Gifts for our Community

LAURIE BIEZE GALLERY

June 30 - August 27, 2023

The legacy of an artist is found through exhibition of their artwork. Families, artists, and businesses gift works to our collections so that future generations will gain an appreciation of art. Join Pablo Center in celebrating the newest contributions to our Laurie Bieze Permanent Art Collection.

WELCOME

At Pablo Center at the Confluence, you will view artwork that gives you a sense of place, artwork that is thought-provoking and examines our humanity, artwork that continues the artistic legacy of our community. Within Pablo Center’s galleries, you will encounter depth, emotion, and grace.

Annual favorites weave through Season Six with a flash of color and a trace of familiarity. We look forward to favorite exhibits such as Reflected Light: The plein air art of GO Paint, Confluence of Art Annual, and Fabulous Florals & Fine Art to provide touchstones of shared experience.

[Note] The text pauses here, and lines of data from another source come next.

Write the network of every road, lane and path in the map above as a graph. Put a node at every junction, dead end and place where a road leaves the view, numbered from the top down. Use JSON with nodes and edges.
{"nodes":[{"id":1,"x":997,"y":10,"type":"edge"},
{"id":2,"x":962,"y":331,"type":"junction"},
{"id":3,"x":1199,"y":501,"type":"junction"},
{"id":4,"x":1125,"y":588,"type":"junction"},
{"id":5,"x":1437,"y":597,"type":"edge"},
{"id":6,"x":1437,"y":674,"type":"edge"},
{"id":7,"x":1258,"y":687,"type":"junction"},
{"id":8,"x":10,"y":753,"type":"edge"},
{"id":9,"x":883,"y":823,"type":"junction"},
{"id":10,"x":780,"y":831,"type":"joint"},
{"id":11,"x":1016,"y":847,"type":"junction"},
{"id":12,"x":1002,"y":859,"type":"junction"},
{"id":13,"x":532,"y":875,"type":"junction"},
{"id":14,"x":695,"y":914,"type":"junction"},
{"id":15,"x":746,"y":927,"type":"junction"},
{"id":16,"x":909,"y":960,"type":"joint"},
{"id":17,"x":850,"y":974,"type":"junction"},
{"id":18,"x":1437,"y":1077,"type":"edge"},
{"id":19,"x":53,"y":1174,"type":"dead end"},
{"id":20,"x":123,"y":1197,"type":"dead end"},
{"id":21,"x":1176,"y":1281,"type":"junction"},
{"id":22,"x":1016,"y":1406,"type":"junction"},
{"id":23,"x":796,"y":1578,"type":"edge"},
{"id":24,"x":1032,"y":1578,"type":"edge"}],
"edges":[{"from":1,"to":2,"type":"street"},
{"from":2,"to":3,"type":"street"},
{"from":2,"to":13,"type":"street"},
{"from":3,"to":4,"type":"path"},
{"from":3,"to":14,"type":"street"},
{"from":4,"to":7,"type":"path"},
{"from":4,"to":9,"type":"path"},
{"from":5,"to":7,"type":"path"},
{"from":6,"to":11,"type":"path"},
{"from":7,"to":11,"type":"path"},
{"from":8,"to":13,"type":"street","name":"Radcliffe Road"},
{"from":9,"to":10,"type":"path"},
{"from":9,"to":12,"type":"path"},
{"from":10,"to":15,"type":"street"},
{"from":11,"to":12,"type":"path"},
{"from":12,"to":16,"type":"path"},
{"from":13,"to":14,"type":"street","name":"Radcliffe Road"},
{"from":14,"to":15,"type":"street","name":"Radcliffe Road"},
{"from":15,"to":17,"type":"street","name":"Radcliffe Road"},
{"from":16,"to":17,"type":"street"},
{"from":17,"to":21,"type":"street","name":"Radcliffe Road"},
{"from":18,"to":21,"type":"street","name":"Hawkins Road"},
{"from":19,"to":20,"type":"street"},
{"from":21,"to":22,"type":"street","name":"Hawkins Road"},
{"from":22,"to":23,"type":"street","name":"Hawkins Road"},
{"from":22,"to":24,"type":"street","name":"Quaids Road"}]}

At Pablo Center, the visual arts serve to amplify voices in our annual Indigenous Art Exhibit featuring Weeya Michelle Calif, and the expressive High School Art Exhibit featuring talented youth from across the Chippewa Valley. Creative Power, A Traveling Exhibit from Arts for All Wisconsin will shine a spotlight on Wisconsin children and adults with disabilities. Expect challenging and innovative art. Explore the imaginations of our region’s talented creators. Believe in the power of the arts to move and inspire our community.

ARTISTS STATEMENTS & BIOGRAPHIES

Statements and biographies are written by the individual artist and are published with their permission. The views expressed are their own.

Thank You.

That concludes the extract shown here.